Reaction towards the short term returns
Right when new financial year is all set to bang on and the previous one is one the verge of end, investors tends to sell those funds which featured, worst 1 year returns. They simultaneously plan to buy the one which had greater returns over time. However, it is just a game of stock market! It is something that might let you feel better, and explain you about the concept of how your new fund being run by a smart manager tends to be far ahead of the curve, whereas your old one has lost its plot!
However, you will never get to identify the clear cut idea that you are selling at low and again buying at high! Nor you will make yourself believe that yes, you have made a mistake and your short term returns have always been just a noise. Investors, who are better off with this trend of buying the funds with lagging short term performances, than the ones with top-quartile returns, will definitely destroy their investment portfolio.
Not understanding and dealing with the risks
Having a narrow focus on their current returns can make the investors go blind on the risks. if your fund has been invested for long and has a great track record, then you can easily analyse the annual returns, and have a clear cut idea of how the risk have been threatening. Generally, it is witnessed that the stock market seems to lose around 30% in a bad year. However, when we consider the risk and returns of 3 consecutive bad years, it may turn up to be nearly 60%.
This is a reasonable assumption which nearly every stock fund experiences, and treats your investment badly. Thus, smart investors basically know that the stocks are meant to last within 10-20 years of time or even for longer horizons. If you have the perfect idea about risk, you will have a better opportunity of earning healthy and risk free returns.

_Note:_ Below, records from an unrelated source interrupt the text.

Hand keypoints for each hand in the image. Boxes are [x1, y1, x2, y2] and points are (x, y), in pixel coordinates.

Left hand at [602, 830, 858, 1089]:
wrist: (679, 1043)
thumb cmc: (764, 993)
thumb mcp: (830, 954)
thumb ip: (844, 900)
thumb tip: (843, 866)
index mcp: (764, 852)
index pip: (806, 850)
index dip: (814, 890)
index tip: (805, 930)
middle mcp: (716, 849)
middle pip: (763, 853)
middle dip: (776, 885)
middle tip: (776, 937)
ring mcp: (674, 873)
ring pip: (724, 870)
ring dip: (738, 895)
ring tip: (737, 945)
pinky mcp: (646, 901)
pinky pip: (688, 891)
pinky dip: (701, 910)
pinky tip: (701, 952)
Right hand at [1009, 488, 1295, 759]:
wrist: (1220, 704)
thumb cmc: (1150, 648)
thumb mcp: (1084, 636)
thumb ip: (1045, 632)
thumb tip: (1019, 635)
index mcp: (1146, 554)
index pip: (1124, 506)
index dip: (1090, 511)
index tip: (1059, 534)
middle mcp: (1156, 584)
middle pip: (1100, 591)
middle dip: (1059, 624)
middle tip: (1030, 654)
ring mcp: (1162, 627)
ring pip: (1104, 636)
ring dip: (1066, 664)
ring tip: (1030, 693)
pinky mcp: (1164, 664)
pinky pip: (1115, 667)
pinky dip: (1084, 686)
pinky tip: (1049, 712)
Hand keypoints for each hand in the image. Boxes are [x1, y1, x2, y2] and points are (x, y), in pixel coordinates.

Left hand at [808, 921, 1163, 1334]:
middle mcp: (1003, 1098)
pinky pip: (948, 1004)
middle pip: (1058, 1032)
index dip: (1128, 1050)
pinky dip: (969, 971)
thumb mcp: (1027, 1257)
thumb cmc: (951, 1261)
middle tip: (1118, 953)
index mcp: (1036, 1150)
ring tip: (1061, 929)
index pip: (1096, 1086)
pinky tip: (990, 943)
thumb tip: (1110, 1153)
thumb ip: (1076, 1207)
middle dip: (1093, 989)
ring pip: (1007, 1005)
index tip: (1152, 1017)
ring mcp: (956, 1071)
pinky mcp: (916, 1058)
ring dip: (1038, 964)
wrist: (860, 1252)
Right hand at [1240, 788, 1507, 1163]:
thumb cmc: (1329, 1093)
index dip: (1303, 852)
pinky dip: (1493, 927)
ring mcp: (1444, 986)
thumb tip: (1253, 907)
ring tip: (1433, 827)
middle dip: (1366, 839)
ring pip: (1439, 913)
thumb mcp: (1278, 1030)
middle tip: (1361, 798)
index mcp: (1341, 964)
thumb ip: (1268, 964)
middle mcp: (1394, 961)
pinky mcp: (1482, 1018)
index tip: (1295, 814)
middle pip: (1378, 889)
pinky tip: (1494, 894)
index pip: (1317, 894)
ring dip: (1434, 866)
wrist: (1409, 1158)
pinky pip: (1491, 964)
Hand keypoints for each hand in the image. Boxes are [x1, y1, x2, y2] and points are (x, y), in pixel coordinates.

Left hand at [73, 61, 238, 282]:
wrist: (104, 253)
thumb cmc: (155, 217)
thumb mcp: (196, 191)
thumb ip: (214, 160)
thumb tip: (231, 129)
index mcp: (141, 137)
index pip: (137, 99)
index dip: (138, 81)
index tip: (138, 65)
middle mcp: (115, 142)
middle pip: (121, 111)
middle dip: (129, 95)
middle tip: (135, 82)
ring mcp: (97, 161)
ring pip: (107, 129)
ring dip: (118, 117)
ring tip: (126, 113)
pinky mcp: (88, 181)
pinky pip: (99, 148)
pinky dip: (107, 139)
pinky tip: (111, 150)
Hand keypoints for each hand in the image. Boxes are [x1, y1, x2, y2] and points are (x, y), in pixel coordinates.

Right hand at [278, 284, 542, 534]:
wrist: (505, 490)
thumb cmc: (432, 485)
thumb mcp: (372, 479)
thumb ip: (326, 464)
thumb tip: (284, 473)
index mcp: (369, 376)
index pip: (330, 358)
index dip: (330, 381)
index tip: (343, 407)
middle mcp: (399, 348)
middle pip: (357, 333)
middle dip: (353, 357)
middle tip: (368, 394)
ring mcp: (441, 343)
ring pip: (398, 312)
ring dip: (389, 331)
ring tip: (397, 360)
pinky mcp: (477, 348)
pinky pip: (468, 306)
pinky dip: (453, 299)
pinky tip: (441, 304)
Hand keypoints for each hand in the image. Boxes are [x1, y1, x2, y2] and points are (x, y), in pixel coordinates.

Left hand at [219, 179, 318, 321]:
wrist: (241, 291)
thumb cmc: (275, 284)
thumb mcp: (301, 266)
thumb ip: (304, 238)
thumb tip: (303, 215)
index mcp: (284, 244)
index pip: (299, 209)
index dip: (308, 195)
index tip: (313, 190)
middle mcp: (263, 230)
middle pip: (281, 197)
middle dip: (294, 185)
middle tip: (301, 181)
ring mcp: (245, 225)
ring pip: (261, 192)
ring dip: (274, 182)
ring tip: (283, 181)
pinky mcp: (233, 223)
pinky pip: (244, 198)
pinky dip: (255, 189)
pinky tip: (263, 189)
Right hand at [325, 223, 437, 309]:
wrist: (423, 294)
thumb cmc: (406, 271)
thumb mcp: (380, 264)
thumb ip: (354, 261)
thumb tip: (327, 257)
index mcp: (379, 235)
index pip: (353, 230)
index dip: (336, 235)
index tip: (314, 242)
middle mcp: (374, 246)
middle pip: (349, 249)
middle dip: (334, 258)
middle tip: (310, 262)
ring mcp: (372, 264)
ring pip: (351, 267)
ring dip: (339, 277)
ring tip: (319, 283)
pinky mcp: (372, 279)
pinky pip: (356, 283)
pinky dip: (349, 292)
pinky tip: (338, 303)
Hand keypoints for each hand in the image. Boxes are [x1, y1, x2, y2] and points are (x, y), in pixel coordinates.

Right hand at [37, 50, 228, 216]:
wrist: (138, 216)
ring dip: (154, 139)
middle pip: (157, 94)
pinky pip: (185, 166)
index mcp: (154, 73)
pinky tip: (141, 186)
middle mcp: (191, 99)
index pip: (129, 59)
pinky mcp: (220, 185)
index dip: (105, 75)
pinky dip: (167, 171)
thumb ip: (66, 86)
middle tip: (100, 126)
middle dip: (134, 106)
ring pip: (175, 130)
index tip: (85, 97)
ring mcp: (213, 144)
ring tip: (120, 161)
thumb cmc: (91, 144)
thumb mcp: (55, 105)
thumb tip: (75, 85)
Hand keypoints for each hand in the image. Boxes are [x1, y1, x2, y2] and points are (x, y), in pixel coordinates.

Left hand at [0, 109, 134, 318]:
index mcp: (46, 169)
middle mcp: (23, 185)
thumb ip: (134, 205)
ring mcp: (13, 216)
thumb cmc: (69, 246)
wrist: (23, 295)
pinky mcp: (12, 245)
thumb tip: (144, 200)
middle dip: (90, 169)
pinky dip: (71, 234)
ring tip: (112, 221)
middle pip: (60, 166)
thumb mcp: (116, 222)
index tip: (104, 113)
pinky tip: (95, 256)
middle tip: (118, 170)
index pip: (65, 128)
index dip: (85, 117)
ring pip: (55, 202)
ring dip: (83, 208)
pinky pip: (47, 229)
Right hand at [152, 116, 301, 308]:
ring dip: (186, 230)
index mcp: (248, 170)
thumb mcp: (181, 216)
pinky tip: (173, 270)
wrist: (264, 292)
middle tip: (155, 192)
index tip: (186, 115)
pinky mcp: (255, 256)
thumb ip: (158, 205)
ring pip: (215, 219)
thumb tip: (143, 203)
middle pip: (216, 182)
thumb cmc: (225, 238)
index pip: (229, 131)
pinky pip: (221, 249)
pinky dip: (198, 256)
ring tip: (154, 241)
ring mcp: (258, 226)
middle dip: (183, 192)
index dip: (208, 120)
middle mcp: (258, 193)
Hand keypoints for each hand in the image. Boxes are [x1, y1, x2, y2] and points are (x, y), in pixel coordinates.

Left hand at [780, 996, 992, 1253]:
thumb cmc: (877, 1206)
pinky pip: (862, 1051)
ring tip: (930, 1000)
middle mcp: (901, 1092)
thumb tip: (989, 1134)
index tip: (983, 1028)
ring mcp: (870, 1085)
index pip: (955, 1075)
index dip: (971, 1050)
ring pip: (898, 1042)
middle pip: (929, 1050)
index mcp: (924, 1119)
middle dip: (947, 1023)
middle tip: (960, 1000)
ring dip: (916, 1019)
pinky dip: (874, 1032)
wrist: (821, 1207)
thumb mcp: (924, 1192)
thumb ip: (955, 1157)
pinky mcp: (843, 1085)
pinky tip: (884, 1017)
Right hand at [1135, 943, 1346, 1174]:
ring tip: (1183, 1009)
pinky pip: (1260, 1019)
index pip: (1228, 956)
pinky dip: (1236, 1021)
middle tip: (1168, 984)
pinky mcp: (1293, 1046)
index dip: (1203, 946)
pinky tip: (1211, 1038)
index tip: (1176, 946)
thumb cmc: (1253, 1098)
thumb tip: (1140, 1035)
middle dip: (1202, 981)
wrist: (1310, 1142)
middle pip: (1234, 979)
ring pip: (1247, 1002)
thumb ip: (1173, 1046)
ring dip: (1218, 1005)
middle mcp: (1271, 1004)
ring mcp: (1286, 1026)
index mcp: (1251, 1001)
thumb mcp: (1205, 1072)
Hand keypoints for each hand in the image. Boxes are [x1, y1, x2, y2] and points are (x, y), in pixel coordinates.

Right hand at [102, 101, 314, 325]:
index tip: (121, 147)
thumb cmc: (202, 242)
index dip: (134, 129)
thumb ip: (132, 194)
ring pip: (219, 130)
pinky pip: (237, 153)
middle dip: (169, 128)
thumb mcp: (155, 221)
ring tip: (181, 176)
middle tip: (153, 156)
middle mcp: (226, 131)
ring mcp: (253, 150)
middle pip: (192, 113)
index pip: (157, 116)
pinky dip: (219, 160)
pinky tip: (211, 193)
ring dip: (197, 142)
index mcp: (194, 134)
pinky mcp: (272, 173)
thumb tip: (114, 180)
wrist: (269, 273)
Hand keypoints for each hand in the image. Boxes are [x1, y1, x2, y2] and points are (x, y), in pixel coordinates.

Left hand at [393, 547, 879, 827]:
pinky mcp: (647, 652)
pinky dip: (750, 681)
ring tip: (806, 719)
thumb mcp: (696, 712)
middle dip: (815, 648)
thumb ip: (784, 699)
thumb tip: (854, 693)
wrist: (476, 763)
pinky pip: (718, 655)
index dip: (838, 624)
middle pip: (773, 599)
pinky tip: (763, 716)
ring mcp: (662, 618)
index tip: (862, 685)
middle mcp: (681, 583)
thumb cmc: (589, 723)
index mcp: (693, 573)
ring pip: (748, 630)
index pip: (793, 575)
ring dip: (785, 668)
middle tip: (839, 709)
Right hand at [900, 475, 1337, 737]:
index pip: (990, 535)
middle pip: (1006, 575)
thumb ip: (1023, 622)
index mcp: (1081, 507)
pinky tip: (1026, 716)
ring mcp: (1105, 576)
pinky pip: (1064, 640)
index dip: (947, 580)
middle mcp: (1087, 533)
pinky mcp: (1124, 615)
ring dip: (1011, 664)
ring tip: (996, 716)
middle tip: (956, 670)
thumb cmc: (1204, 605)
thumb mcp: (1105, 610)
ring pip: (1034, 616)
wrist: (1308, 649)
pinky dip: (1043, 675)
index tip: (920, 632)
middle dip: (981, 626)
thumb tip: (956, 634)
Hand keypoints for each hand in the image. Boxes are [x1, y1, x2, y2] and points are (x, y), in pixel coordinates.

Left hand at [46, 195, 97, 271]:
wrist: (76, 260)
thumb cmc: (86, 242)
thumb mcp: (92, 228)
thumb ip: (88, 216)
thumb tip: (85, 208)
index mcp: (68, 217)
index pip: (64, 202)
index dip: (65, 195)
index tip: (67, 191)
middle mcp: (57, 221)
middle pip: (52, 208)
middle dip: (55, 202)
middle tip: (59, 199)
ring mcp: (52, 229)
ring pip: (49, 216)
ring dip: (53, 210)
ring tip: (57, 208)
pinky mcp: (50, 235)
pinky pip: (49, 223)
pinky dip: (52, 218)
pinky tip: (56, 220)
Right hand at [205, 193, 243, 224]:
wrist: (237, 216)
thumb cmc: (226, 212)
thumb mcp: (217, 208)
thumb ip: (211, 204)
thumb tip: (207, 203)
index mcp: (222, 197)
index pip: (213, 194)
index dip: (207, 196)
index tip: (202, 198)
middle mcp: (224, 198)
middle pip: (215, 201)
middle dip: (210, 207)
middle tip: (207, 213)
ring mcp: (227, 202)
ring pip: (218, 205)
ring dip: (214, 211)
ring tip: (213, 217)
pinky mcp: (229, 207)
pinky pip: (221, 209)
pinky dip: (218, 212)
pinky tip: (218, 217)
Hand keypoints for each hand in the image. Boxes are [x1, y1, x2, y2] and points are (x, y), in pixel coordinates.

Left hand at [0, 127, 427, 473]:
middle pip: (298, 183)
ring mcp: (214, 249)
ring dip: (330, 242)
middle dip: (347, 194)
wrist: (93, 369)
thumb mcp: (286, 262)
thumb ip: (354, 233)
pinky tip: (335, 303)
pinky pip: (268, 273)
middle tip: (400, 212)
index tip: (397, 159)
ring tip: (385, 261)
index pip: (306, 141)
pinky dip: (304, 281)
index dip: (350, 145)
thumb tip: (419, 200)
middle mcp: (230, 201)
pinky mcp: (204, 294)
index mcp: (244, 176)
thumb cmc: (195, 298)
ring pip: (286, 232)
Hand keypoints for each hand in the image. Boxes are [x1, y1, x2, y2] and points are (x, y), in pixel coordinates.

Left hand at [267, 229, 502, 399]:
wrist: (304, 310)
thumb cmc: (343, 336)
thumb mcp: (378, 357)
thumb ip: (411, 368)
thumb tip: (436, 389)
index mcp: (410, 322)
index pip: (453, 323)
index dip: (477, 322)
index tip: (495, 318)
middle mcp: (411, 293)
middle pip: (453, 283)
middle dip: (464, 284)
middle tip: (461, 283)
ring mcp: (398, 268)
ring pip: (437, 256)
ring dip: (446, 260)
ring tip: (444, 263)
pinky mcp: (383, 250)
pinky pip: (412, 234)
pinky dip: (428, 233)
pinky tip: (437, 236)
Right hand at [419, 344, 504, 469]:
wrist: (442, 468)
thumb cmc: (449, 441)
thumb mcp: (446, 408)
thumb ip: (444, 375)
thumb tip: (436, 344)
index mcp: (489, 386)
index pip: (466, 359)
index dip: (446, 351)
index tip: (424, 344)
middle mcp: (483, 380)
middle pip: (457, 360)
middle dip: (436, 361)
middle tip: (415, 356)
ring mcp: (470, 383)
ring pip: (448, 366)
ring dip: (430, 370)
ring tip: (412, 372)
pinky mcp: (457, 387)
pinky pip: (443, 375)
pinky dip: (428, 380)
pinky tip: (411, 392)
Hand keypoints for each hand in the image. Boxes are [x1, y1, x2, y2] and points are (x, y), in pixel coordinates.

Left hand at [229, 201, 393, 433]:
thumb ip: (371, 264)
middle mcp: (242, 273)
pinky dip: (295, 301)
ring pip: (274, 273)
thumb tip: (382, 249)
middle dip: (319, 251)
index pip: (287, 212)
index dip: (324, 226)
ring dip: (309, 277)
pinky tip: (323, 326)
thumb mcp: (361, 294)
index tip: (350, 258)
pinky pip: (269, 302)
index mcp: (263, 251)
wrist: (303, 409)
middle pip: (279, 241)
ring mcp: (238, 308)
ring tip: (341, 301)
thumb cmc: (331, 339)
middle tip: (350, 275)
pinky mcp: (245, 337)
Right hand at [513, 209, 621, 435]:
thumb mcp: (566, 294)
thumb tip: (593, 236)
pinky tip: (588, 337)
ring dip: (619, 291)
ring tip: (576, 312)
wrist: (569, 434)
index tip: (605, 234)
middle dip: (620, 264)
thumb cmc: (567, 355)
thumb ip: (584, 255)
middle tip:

Failing to diversify the investments
in the world of investments, diversification plays a key role. It's a definite thing that you would never want to keep all your vulnerable stuff in one basket. Just like that, here too, you must start to invest in various stocks online, while doing so, ensure that you diversify the funds accordingly and protect your assets in the whole procedure. There was this year of 2008, when the investors got highly punished by the bear market, whereas the energy fared best.
Thus, there are some markets where growth stocks get crushed out, in others the mid and small caps suffer. Each fund has its down-period which appears to be different. so, you should stay attentive and active enough to smartly diversify your investments among market caps, debt and equity, while gaining some benefits of the foreign exposure too.
So, don't get into instant stress by listening to your friend's advice's, watching the business TV or tracking the stock market online. These actions might seem helpful in the short duration, but are never fruitful in the long run. These are all just predictions, and you perfectly know that, stock market can prove these predictions wrong within fraction of seconds!